With both ends included, transcribe exactly the records below from their first line to the line that contains "img.src = src;".

*** Provided material Section Begins ***

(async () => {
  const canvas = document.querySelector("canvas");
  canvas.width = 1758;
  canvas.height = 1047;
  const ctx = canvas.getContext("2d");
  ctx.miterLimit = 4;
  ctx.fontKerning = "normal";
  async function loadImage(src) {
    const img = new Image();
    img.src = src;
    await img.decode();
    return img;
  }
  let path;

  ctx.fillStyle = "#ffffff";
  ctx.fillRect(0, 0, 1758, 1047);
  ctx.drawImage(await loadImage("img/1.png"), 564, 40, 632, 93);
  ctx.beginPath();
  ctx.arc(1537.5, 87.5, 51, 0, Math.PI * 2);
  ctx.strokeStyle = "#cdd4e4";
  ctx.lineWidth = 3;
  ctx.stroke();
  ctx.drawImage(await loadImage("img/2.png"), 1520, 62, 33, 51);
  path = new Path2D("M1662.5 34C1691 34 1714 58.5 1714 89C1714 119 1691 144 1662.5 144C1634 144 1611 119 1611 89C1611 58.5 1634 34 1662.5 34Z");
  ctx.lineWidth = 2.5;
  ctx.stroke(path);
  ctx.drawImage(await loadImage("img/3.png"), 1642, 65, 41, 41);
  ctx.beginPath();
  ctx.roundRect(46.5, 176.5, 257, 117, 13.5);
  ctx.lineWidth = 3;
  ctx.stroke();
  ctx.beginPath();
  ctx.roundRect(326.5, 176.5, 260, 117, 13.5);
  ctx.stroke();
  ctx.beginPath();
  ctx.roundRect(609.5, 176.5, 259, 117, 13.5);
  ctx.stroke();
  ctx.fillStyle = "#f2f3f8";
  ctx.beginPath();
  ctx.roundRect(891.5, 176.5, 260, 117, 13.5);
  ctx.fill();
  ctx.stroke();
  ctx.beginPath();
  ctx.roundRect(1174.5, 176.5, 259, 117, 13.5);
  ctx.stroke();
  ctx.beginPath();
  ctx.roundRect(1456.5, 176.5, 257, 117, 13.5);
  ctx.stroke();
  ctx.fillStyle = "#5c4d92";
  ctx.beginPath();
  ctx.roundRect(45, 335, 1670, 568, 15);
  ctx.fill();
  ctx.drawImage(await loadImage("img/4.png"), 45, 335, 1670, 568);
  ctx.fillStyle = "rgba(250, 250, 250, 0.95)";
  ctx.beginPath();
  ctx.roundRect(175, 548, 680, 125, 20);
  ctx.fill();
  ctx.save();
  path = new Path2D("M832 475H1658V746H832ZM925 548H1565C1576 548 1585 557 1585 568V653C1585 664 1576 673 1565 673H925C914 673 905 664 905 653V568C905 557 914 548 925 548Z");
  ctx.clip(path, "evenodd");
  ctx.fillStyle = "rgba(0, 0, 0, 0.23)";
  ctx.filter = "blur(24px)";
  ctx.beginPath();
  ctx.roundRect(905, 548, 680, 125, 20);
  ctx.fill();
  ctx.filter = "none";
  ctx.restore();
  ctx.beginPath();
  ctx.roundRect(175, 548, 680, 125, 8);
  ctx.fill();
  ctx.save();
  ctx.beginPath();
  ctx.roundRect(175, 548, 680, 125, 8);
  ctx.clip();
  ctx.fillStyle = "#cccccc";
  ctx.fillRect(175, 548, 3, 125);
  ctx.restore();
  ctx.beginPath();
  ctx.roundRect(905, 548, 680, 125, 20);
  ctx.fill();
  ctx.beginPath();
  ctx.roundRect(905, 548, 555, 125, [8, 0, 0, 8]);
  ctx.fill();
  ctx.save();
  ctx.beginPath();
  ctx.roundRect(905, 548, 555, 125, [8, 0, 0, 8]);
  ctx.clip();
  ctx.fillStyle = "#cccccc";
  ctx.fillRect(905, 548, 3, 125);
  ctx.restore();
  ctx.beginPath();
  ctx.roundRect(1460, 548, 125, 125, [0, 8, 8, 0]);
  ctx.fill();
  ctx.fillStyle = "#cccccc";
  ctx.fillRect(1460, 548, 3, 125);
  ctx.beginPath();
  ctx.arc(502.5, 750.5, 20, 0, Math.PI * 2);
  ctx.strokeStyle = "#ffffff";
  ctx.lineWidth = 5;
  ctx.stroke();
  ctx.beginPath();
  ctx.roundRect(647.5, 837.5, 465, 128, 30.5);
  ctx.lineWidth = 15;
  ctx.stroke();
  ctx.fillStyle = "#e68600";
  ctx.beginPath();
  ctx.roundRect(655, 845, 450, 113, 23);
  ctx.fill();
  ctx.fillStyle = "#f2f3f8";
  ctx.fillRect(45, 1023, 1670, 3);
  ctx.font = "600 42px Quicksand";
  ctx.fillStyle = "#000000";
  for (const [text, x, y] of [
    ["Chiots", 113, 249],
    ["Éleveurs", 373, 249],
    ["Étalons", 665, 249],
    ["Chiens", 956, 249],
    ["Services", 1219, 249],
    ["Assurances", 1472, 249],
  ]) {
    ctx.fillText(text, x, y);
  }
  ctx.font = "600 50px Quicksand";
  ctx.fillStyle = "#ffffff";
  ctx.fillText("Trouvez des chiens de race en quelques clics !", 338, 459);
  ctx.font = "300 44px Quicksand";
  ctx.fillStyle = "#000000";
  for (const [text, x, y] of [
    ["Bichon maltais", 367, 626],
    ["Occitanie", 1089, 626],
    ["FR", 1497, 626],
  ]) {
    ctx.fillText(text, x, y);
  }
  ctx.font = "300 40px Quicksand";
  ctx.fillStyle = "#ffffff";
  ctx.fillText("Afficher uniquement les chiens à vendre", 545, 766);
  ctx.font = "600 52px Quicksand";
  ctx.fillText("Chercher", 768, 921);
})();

*** Provided material Section Ends ***

_Task response_:
(async () => {
  const canvas = document.querySelector("canvas");
  canvas.width = 1758;
  canvas.height = 1047;
  const ctx = canvas.getContext("2d");
  ctx.miterLimit = 4;
  ctx.fontKerning = "normal";
  async function loadImage(src) {
    const img = new Image();
    img.src = src;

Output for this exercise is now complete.